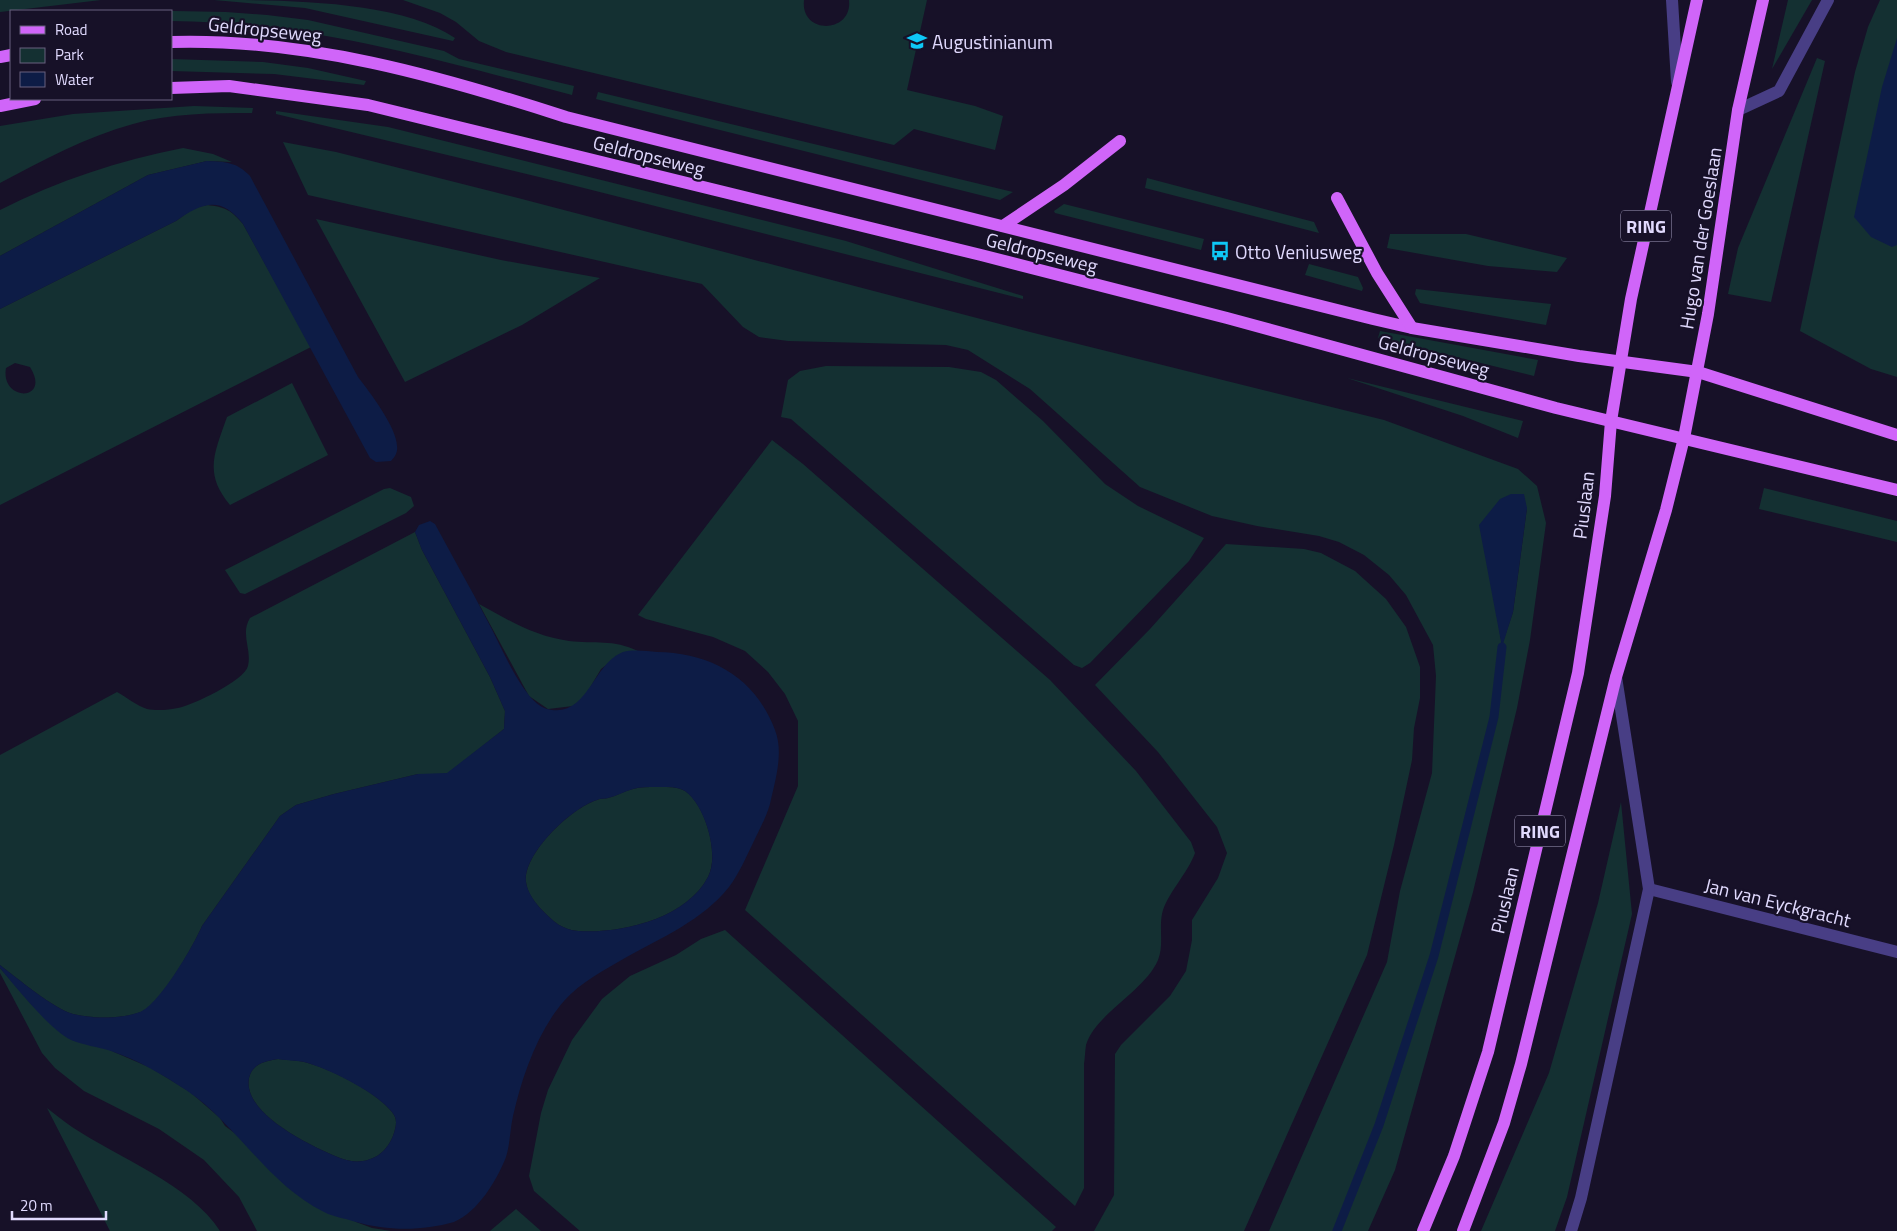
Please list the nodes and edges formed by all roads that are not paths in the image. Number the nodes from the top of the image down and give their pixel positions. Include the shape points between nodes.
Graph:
1 (1672, 0) edge
2 (1697, 0) edge
3 (1763, 0) edge
4 (1828, 0) edge
5 (172, 42) edge
6 (172, 88) edge
7 (1677, 90) junction
8 (30, 100) edge
9 (0, 106) edge
10 (1738, 110) junction
11 (1120, 141) dead end
12 (1337, 198) dead end
13 (1004, 226) junction
14 (1412, 328) junction
15 (1620, 362) junction
16 (1698, 372) junction
17 (1611, 421) junction
18 (1897, 435) edge
19 (1684, 438) junction
20 (1897, 490) edge
21 (1616, 677) junction
22 (1649, 889) junction
23 (1897, 952) edge
24 (1423, 1231) edge
25 (1463, 1231) edge
26 (1571, 1231) edge

1 - 7 street
2 - 7 main road, RING
3 - 10 main road, Hugo van der Goeslaan / RING
4 - 10 street via 1780,91
5 - 13 main road, Geldropseweg via 205,41 325,53 413,72 566,117
6 - 17 main road, Geldropseweg via 230,86 368,105 1000,260
7 - 15 main road, RING via 1636,269
8 - 9 main road
10 - 16 main road, Hugo van der Goeslaan / RING
11 - 13 main road
12 - 14 main road via 1377,273
13 - 14 main road, Geldropseweg
14 - 15 main road, Geldropseweg
15 - 16 main road, Geldropseweg
15 - 17 main road, RING
16 - 18 main road, Geldropseweg
16 - 19 main road, RING
17 - 19 main road, Geldropseweg
17 - 24 main road, Piuslaan / RING via 1605,496 1575,683 1488,1052 1454,1156
19 - 20 main road, Geldropseweg
19 - 21 main road, RING
21 - 22 street
21 - 25 main road, RING via 1521,1064 1504,1123
22 - 23 street, Jan van Eyckgracht
22 - 26 street

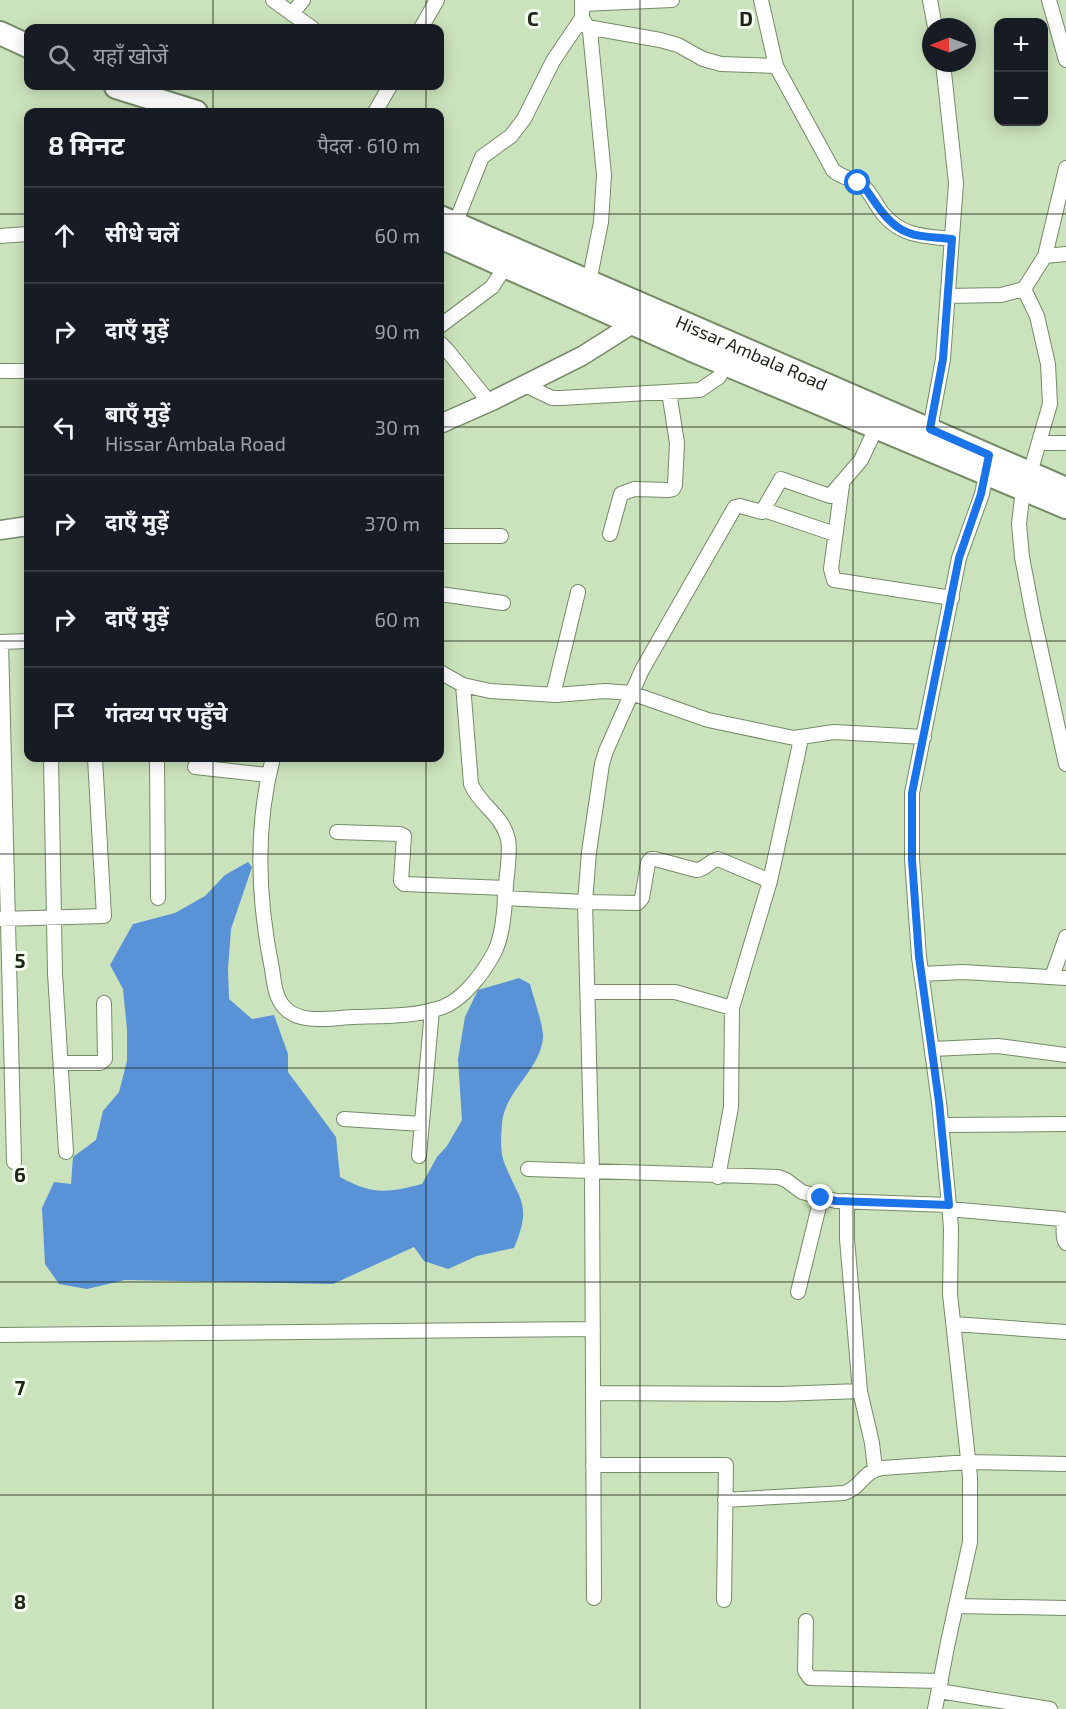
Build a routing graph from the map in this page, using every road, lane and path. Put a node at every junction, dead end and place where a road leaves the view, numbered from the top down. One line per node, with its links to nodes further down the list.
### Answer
1 (273, 0): 9 (street)
2 (303, 0): 9 (street)
3 (437, 0): 12 (street)
4 (672, 0): 8 (street)
5 (761, 0): 16 (street)
6 (930, 0): 10 (street)
7 (1050, 0): 15 (street)
8 (584, 12): 16 (street); 25 (street); 32 (street)
9 (292, 14): 11 (street)
10 (933, 18)
11 (306, 24)
12 (423, 24)
13 (0, 33): 14 (main road)
14 (24, 44)
15 (1066, 60)
16 (776, 66): 28 (street)
17 (944, 72): 28 (street)
18 (122, 90): 21 (main road)
19 (127, 90): 22 (main road)
20 (388, 90): 23 (street)
21 (155, 108)
22 (184, 108)
23 (377, 108)
24 (1066, 168): 30 (street)
25 (445, 226): 31 (main road, Hissar Ambala Road); 32 (main road, Hissar Ambala Road)
26 (24, 234): 27 (street)
27 (0, 236)
28 (952, 239): 34 (street)
29 (1066, 254): 30 (street)
30 (1045, 256): 33 (street)
31 (506, 267): 36 (street); 37 (main road, Hissar Ambala Road)
32 (589, 282): 35 (main road, Hissar Ambala Road)
33 (1024, 289): 34 (street); 48 (street)
34 (948, 296): 47 (street)
35 (658, 311): 37 (street); 45 (main road, Hissar Ambala Road)
36 (444, 323)
37 (632, 323): 39 (main road, Hissar Ambala Road); 42 (street)
38 (444, 347): 44 (street)
39 (726, 364): 43 (street); 45 (main road, Hissar Ambala Road)
40 (0, 371): 41 (street)
41 (24, 371)
42 (525, 385): 43 (street); 44 (street)
43 (669, 392): 58 (street)
44 (489, 402): 46 (street)
45 (881, 418): 47 (main road, Hissar Ambala Road); 52 (street)
46 (444, 422)
47 (928, 439): 50 (main road, Hissar Ambala Road)
48 (1039, 443): 49 (street); 51 (street)
49 (1066, 443)
50 (988, 464): 51 (main road, Hissar Ambala Road); 64 (street)
51 (1027, 481): 53 (main road, Hissar Ambala Road); 54 (main road, Hissar Ambala Road); 74 (street)
52 (842, 482): 55 (street); 59 (street)
53 (1066, 489)
54 (1066, 507)
55 (764, 510): 59 (street); 70 (street)
56 (24, 527): 57 (street)
57 (0, 530)
58 (610, 534)
59 (835, 534): 64 (street)
60 (444, 536): 61 (street)
61 (501, 536)
62 (578, 592): 71 (street)
63 (444, 595): 65 (street)
64 (952, 597): 72 (street)
65 (503, 603)
66 (24, 641): 67 (street)
67 (1, 642): 87 (street)
68 (444, 674): 69 (street)
69 (463, 685): 71 (street); 83 (street)
70 (631, 693): 71 (street); 73 (street); 85 (street)
71 (553, 695)
72 (924, 737): 73 (street); 89 (street)
73 (801, 739): 82 (street)
74 (1066, 760)
75 (51, 762): 86 (street)
76 (95, 762): 86 (street)
77 (157, 762): 84 (street)
78 (272, 762): 80 (street)
79 (195, 767): 80 (street)
80 (268, 775): 94 (street)
81 (337, 832): 83 (street)
82 (770, 881): 85 (street); 93 (street)
83 (506, 893): 85 (street); 94 (street)
84 (158, 898)
85 (585, 902): 91 (street)
86 (54, 917): 87 (street); 97 (street)
87 (4, 920): 104 (street)
88 (1066, 937): 90 (street)
89 (921, 974): 90 (street); 95 (street)
90 (1059, 977)
91 (588, 992): 93 (street); 106 (street)
92 (104, 1003): 97 (street)
93 (732, 1008): 107 (street)
94 (432, 1010): 99 (street)
95 (932, 1049): 96 (street); 101 (street)
96 (1066, 1055)
97 (61, 1063): 102 (street)
98 (344, 1119): 99 (street)
99 (422, 1124): 103 (street)
100 (1066, 1124): 101 (street)
101 (941, 1125): 110 (street)
102 (66, 1152)
103 (419, 1156)
104 (14, 1162)
105 (528, 1169): 106 (street)
106 (592, 1172): 107 (street); 114 (street)
107 (718, 1177): 108 (street)
108 (821, 1198): 109 (street); 112 (street)
109 (847, 1202): 110 (street); 117 (street)
110 (949, 1207): 111 (street); 113 (street)
111 (1066, 1243)
112 (798, 1292)
113 (954, 1324): 115 (street); 119 (street)
114 (593, 1329): 116 (street); 118 (street)
115 (1066, 1332)
116 (0, 1335)
117 (860, 1391): 118 (street); 122 (street)
118 (593, 1393): 121 (street)
119 (969, 1462): 120 (street); 122 (street); 126 (street)
120 (1066, 1464)
121 (593, 1465): 123 (street); 124 (street)
122 (875, 1469): 123 (street)
123 (725, 1500): 125 (street)
124 (594, 1598)
125 (724, 1600)
126 (956, 1606): 127 (street); 129 (street)
127 (1066, 1608)
128 (806, 1621): 129 (street)
129 (940, 1686): 130 (street); 131 (street)
130 (935, 1709)
131 (1050, 1709)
■ ■ ■
Only the number should be given: how many lines in the data contain the string "Goeslaan".

2